→ **Work instruction**
Note how many lines in these entries contain "than", and reply with that number alone.

(Dataset entries)
_ _ _

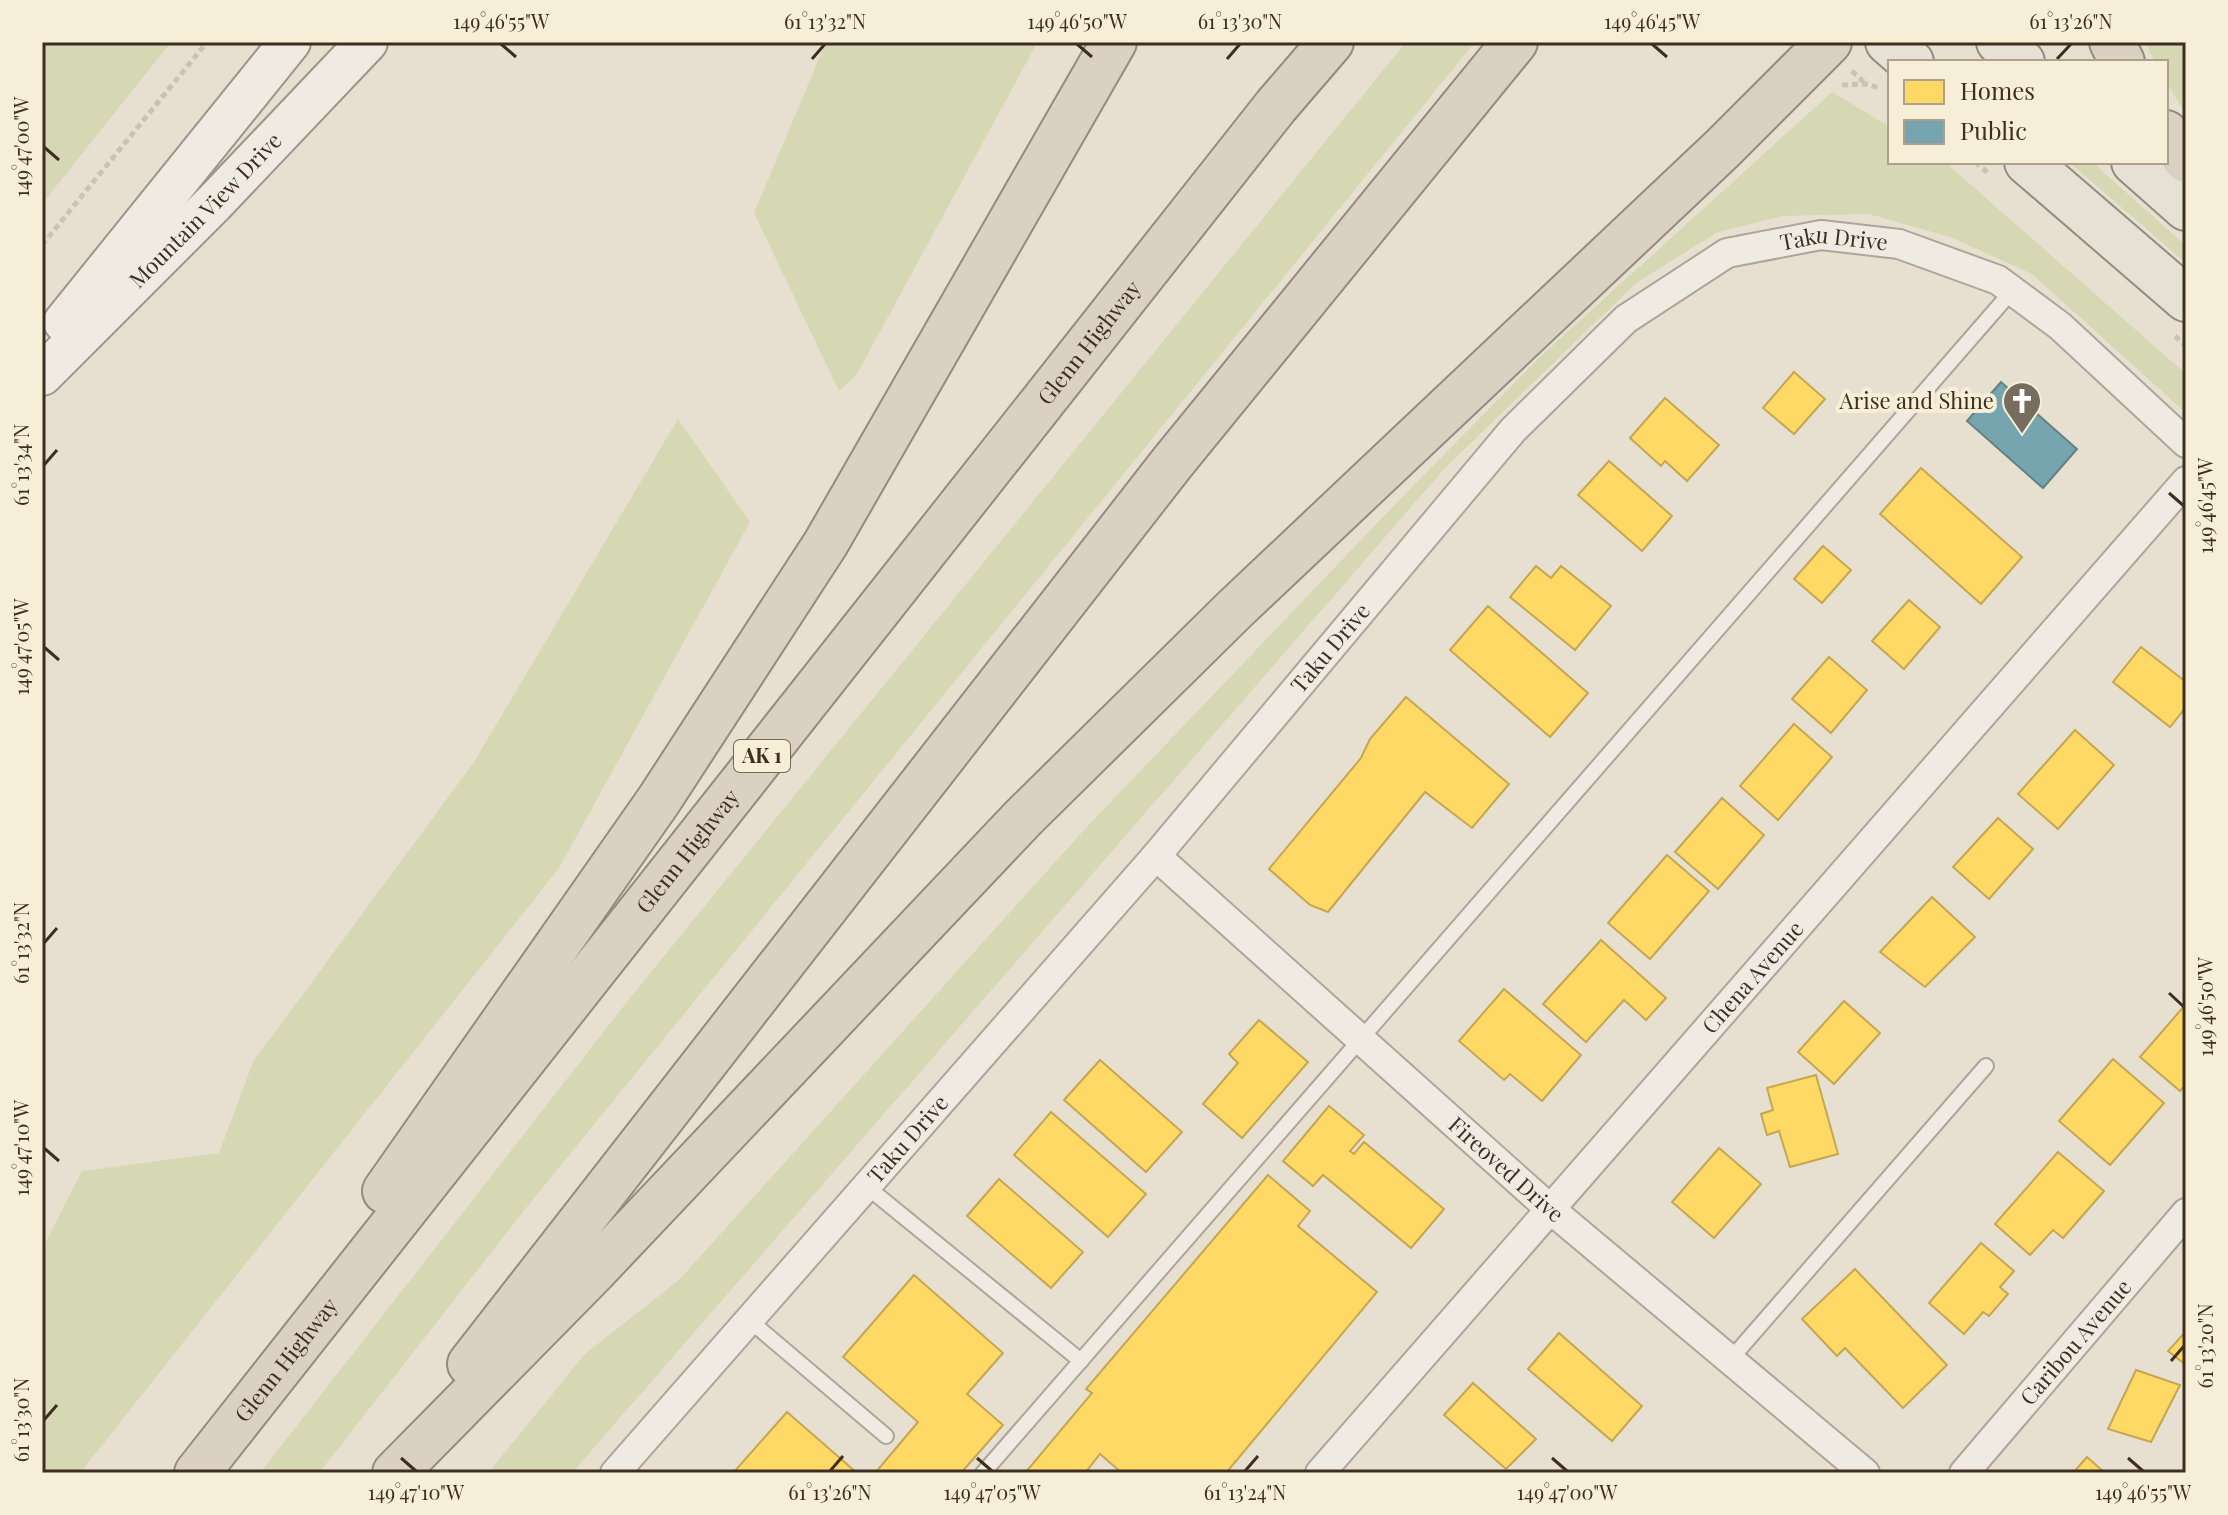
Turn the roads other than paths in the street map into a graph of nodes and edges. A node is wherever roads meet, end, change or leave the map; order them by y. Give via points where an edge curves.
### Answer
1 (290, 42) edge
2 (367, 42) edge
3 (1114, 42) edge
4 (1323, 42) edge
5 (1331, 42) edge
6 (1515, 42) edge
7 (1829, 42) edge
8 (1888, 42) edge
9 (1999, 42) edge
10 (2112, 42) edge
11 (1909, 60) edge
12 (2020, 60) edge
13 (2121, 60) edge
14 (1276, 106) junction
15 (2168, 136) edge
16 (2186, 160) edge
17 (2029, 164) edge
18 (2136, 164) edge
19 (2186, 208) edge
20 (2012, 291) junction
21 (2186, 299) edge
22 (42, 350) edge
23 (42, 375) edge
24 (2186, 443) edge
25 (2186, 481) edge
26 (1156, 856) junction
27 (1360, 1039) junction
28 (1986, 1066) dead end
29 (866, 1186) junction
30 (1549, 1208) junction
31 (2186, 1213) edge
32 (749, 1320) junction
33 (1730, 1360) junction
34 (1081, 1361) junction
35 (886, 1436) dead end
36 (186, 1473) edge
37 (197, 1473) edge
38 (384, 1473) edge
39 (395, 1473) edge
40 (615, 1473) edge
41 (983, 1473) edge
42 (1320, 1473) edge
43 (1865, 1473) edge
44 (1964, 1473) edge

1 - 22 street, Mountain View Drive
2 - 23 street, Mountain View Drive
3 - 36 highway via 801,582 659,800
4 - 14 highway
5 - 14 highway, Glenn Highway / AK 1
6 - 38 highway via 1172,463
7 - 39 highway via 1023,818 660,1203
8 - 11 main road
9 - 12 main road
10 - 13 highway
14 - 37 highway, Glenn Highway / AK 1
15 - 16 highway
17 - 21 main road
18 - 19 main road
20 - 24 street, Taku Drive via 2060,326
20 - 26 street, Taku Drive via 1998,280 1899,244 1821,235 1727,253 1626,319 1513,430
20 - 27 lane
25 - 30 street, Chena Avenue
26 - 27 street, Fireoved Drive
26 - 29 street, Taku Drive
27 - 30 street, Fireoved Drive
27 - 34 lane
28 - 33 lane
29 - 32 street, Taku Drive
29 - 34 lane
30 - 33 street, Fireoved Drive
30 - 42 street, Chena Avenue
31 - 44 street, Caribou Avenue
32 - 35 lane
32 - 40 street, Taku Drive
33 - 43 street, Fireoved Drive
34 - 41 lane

_ _ _

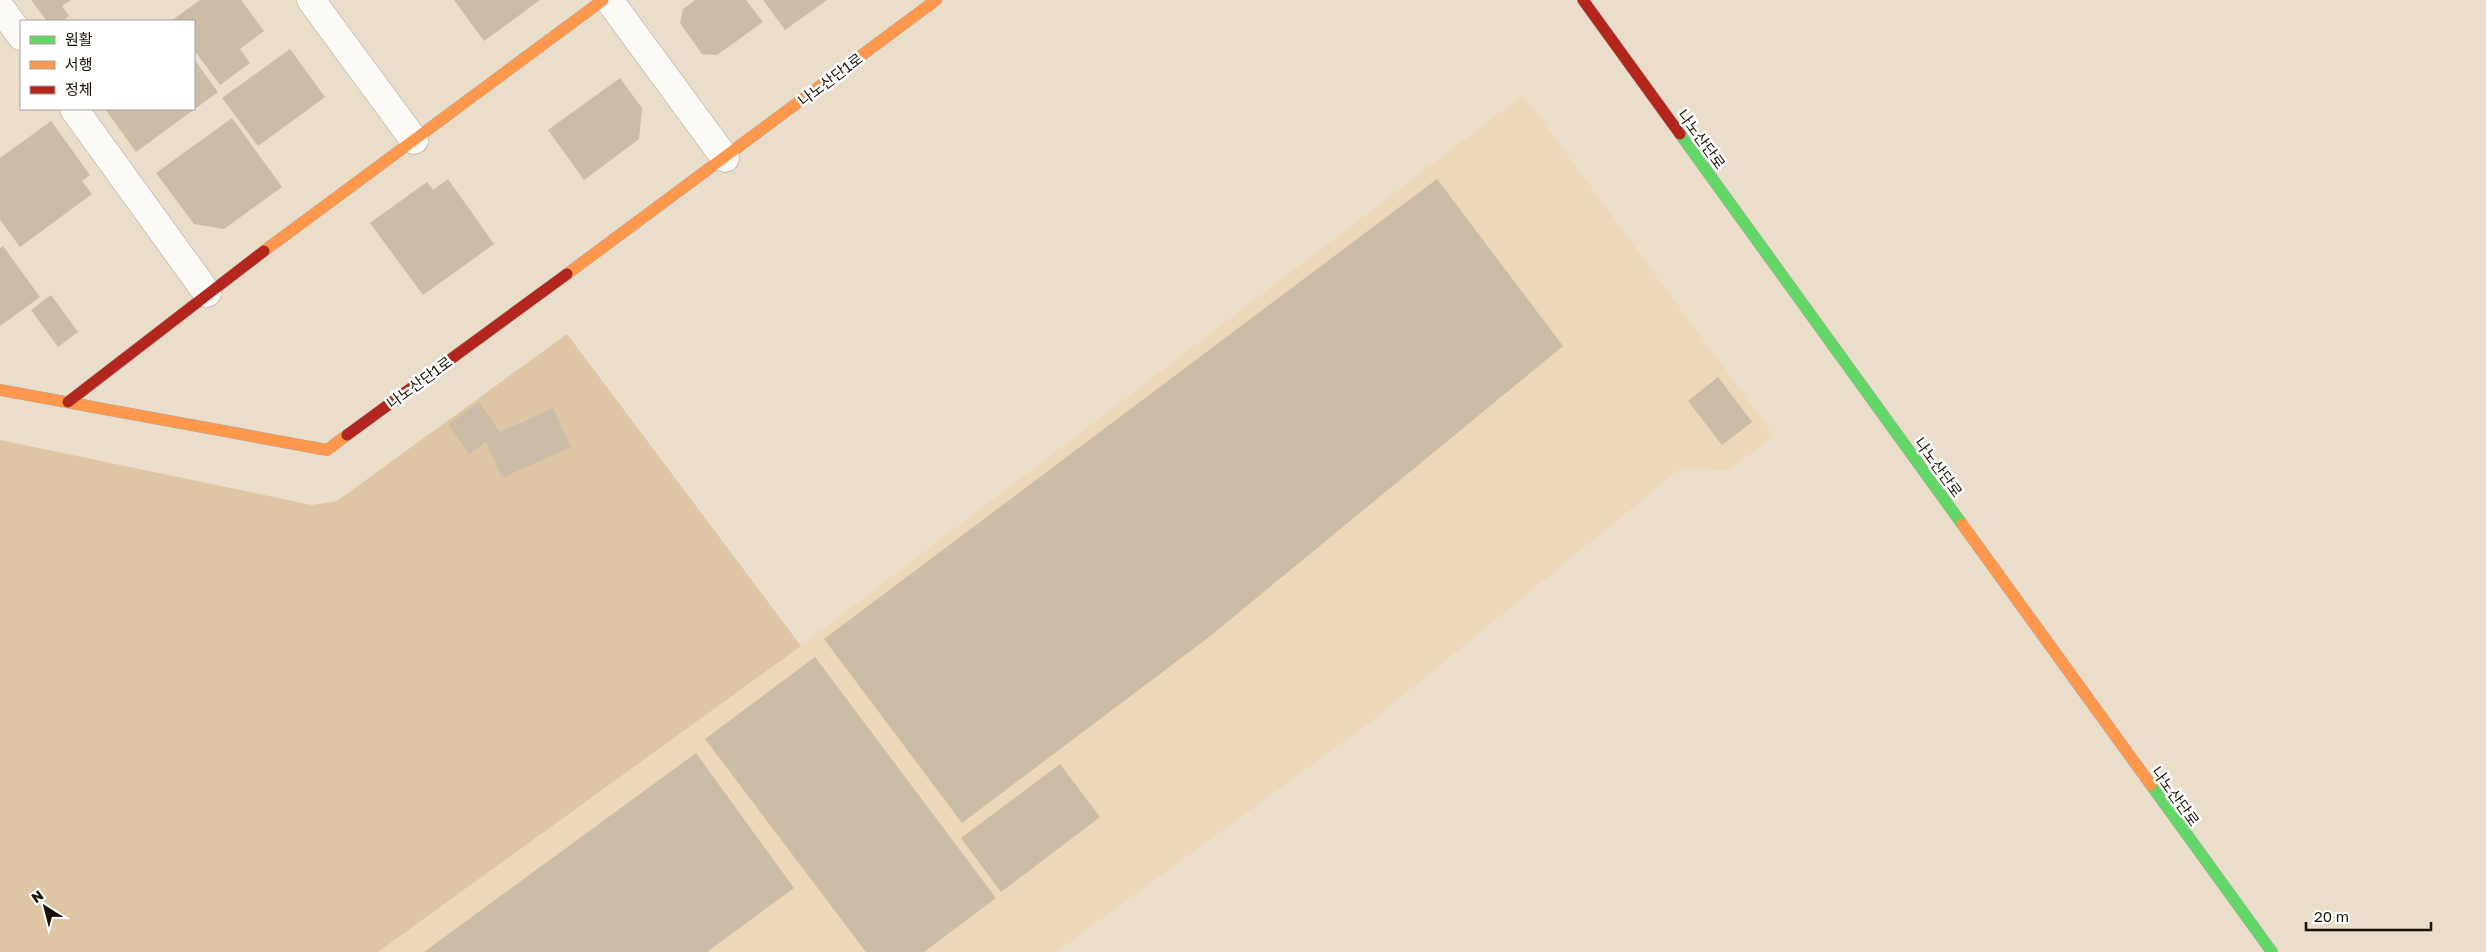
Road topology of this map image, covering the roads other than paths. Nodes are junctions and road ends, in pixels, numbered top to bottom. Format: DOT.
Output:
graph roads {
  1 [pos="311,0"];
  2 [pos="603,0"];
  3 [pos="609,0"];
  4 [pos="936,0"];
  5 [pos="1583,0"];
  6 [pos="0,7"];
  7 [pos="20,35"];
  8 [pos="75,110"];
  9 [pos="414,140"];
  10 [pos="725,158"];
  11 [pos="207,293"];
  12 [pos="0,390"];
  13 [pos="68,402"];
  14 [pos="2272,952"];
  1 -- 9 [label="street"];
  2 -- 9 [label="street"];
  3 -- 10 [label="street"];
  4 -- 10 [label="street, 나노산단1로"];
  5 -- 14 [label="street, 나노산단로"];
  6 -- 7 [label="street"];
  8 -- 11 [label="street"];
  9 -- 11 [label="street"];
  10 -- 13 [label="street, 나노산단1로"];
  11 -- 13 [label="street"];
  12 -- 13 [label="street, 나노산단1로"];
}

_ _ _

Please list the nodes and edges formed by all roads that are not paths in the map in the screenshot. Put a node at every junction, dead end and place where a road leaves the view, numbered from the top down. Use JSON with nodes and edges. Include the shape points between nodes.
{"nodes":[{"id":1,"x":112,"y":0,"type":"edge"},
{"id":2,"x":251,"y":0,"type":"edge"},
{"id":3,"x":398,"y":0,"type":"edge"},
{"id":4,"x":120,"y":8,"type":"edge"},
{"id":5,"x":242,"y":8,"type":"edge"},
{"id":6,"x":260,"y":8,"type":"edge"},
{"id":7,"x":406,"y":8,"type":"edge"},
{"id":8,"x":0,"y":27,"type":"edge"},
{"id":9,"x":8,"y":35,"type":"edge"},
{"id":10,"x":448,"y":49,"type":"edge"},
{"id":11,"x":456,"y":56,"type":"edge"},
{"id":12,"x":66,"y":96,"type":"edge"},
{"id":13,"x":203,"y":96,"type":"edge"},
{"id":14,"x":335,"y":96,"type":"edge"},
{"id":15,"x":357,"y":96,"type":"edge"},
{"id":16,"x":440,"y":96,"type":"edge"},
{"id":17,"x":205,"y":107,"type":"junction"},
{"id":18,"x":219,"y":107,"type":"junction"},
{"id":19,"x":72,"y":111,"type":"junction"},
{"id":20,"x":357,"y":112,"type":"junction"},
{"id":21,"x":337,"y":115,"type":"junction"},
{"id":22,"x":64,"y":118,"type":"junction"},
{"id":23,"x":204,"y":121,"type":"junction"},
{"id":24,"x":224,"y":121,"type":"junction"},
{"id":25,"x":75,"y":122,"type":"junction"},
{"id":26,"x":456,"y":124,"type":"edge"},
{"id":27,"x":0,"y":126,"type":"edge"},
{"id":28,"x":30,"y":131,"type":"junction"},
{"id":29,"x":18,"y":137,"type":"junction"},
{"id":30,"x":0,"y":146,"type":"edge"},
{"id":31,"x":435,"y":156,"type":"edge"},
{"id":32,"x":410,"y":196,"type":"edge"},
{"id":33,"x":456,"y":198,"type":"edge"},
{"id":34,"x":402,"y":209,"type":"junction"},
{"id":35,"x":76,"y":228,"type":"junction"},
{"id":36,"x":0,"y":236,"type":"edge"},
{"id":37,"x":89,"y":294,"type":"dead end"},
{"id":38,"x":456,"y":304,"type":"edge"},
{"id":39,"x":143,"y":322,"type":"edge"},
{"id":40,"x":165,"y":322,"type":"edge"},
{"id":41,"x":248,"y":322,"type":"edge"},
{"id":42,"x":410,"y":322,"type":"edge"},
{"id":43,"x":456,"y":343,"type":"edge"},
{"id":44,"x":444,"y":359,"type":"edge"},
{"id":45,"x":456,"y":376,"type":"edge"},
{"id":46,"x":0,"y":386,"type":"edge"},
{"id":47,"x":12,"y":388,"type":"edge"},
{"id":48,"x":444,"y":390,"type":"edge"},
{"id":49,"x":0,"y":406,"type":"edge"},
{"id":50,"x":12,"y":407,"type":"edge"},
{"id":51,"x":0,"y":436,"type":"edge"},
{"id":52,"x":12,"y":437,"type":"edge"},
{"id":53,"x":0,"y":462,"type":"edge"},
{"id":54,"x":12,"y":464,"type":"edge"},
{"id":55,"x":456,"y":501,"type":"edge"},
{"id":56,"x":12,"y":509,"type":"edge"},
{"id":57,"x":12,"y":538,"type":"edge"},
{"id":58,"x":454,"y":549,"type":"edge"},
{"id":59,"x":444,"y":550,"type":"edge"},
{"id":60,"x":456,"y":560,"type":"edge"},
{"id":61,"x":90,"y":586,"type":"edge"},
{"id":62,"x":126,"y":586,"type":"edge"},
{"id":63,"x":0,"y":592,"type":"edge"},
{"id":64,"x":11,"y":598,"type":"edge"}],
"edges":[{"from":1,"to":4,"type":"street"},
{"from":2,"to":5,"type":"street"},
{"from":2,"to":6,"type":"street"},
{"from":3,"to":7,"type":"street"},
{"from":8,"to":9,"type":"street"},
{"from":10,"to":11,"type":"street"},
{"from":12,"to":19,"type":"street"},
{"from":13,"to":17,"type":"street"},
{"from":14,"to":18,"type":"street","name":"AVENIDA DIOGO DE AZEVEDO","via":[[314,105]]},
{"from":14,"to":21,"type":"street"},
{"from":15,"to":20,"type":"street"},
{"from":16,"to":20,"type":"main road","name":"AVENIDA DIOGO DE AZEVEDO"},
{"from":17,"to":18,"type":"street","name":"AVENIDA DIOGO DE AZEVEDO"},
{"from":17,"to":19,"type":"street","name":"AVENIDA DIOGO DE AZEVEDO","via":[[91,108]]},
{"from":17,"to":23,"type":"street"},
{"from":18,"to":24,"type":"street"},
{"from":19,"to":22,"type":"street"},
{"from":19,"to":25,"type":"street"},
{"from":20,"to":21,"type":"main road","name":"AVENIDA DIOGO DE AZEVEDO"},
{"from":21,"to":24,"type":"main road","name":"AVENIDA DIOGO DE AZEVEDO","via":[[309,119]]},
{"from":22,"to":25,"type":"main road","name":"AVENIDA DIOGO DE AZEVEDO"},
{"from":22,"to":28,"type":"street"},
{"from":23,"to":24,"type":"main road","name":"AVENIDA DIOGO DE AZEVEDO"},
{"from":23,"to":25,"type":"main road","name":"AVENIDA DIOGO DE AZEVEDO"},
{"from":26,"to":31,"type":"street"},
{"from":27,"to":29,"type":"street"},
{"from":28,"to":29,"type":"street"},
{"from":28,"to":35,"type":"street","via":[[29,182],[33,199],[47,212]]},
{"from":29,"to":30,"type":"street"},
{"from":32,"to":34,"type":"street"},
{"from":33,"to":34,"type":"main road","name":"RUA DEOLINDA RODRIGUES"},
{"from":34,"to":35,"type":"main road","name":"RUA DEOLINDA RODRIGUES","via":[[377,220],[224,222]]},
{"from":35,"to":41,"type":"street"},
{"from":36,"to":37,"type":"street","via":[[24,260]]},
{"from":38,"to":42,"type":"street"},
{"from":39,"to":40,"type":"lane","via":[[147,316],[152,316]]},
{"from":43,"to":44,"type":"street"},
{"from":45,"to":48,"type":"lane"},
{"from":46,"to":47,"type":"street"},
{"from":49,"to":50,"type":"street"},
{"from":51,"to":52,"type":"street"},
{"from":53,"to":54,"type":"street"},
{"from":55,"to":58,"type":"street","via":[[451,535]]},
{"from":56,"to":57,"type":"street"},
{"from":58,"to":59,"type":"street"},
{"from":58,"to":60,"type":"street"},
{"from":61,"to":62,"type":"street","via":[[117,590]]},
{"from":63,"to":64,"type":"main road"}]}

_ _ _

→ **Result for this task**
2